» Assigned task
Should a line in the entries below contain "Extract", return that line.

» Collected data entries
-=-=-

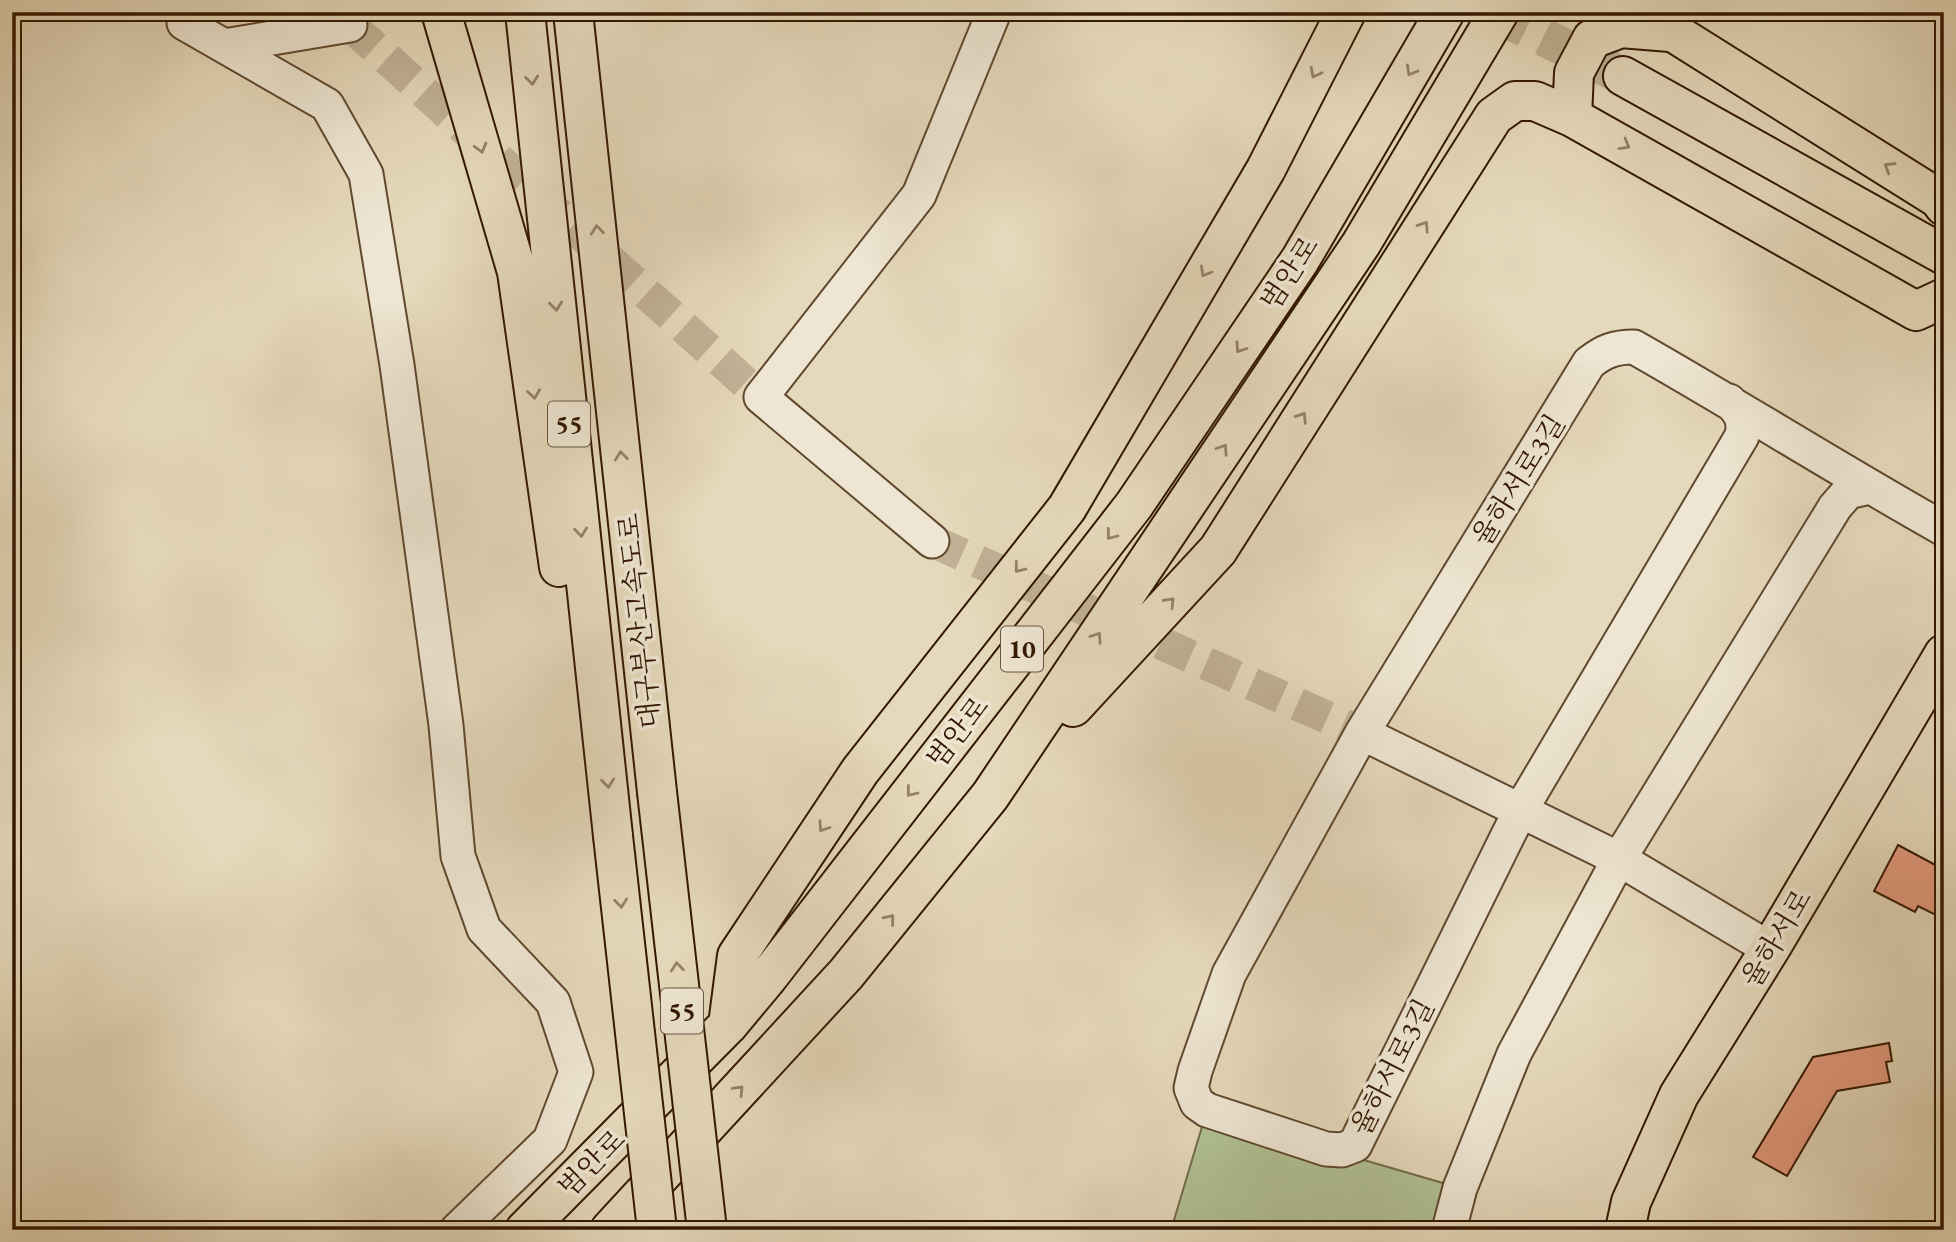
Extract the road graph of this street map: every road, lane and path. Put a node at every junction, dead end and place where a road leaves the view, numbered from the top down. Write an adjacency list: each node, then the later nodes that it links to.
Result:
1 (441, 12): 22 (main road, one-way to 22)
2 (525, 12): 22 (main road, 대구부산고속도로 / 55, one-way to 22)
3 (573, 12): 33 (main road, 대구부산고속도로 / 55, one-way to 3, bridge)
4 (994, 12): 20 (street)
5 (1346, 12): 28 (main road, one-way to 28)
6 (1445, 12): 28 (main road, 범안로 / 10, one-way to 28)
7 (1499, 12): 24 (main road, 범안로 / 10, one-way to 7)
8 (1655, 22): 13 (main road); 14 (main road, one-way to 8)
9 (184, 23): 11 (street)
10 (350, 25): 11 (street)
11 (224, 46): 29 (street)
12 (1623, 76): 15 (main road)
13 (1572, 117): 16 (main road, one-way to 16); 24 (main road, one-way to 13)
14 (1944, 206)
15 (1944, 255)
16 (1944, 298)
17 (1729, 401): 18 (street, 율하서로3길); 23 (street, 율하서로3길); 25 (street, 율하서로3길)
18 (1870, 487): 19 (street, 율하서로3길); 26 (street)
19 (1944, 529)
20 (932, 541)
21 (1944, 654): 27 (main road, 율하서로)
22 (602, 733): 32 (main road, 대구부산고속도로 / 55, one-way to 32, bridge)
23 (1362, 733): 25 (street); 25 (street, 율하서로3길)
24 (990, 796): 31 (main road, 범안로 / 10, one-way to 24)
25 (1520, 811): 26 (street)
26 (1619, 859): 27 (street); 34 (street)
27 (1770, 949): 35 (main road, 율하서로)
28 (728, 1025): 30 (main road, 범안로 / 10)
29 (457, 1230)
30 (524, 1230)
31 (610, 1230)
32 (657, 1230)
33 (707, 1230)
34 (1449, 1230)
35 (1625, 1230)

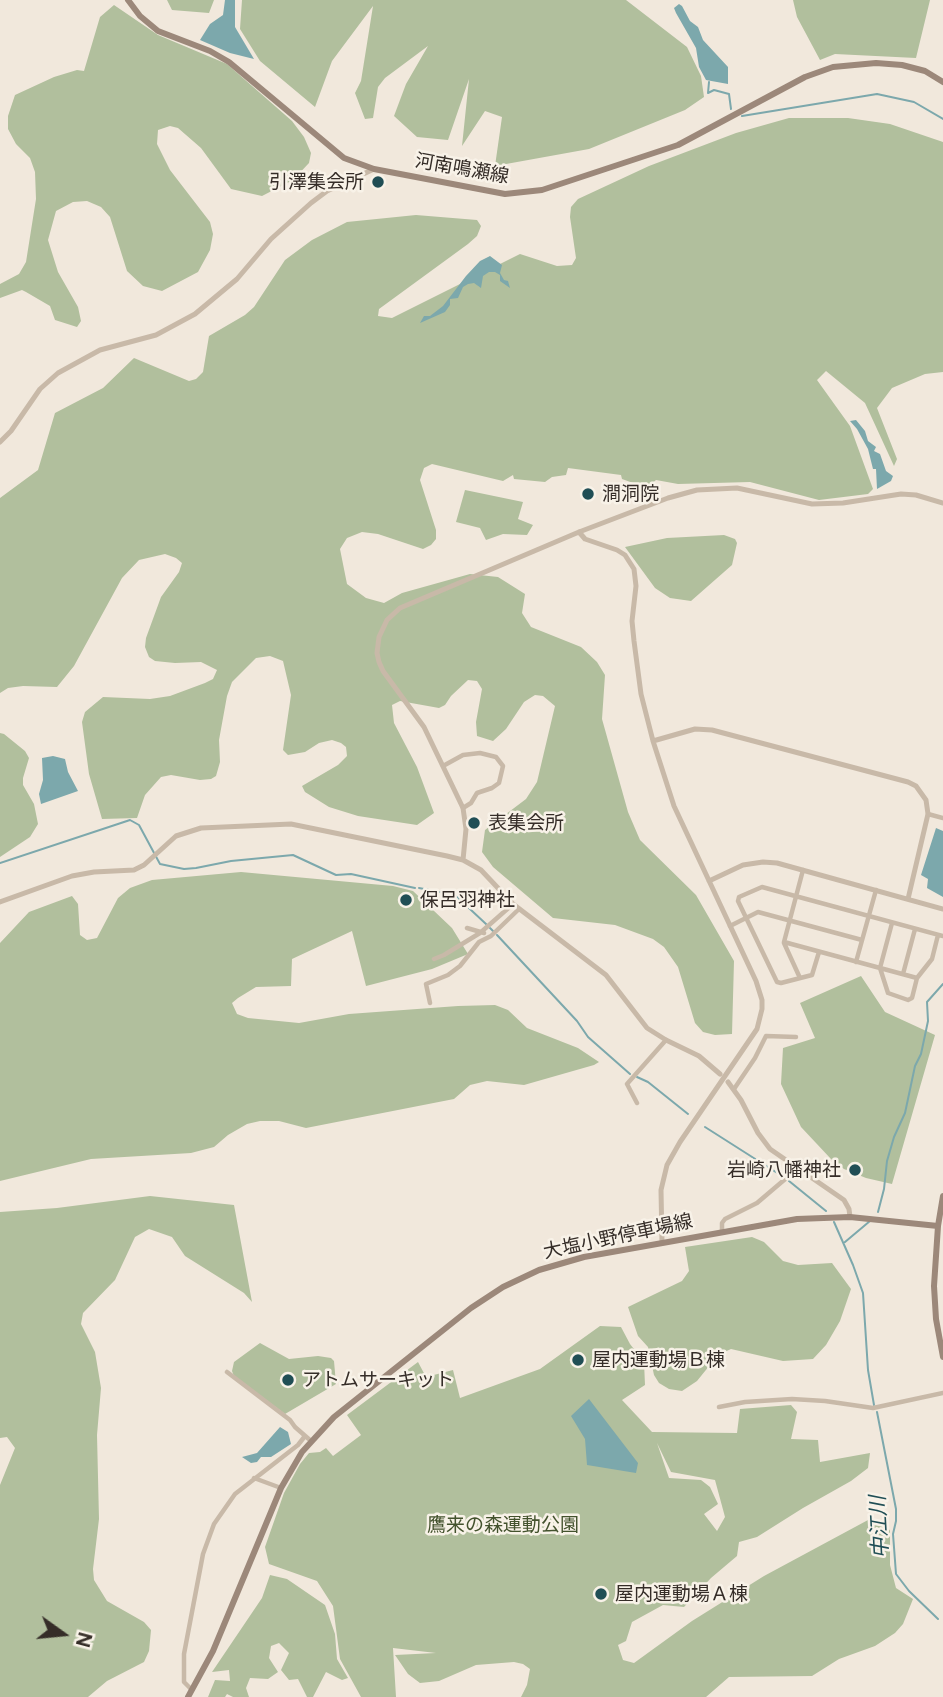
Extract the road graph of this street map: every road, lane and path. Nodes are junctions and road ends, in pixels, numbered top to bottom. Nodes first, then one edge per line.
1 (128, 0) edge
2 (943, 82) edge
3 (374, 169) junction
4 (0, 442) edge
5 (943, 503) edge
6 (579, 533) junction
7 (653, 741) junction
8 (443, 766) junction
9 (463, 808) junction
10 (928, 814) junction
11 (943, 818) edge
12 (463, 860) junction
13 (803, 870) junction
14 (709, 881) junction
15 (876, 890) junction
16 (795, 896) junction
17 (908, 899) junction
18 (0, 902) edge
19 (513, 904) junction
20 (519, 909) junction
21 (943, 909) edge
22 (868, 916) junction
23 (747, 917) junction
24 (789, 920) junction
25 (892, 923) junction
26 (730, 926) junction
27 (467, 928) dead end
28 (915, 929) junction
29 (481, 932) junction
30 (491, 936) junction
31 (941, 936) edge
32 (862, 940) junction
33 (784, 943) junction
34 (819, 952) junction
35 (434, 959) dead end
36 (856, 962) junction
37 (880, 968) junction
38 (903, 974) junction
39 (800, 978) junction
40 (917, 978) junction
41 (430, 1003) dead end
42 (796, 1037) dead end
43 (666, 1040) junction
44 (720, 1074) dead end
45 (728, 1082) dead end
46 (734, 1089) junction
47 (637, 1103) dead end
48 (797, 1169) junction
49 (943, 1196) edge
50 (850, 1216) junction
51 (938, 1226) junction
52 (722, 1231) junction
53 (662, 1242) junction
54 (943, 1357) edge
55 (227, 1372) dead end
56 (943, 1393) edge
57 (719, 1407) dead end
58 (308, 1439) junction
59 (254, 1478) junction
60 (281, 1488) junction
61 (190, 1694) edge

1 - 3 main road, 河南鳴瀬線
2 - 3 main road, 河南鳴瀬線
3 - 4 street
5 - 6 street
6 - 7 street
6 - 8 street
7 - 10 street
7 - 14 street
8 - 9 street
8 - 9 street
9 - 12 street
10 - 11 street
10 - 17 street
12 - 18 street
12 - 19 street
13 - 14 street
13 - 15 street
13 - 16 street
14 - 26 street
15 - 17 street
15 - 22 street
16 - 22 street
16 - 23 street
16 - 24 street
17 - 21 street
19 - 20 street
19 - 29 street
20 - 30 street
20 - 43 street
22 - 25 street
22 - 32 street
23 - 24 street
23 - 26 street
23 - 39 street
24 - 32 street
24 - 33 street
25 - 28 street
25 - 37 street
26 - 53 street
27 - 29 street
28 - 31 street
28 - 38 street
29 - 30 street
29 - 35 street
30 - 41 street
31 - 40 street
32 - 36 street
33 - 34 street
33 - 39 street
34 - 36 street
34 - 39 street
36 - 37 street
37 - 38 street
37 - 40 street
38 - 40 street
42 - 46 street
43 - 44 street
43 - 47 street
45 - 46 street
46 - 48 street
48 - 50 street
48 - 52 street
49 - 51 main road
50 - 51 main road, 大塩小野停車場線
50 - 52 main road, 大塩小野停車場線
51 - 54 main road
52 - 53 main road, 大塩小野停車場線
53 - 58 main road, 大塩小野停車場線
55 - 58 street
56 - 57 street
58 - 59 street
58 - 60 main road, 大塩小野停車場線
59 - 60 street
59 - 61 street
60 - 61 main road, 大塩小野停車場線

-=-=-

» Response box
Extract the road graph of this street map: every road, lane and path. Put a node at every junction, dead end and place where a road leaves the view, numbered from the top down. Write an adjacency list: each node, then the later nodes that it links to.
Extract the road graph of this street map: every road, lane and path. Nodes are junctions and road ends, in pixels, numbered top to bottom. Nodes first, then one edge per line.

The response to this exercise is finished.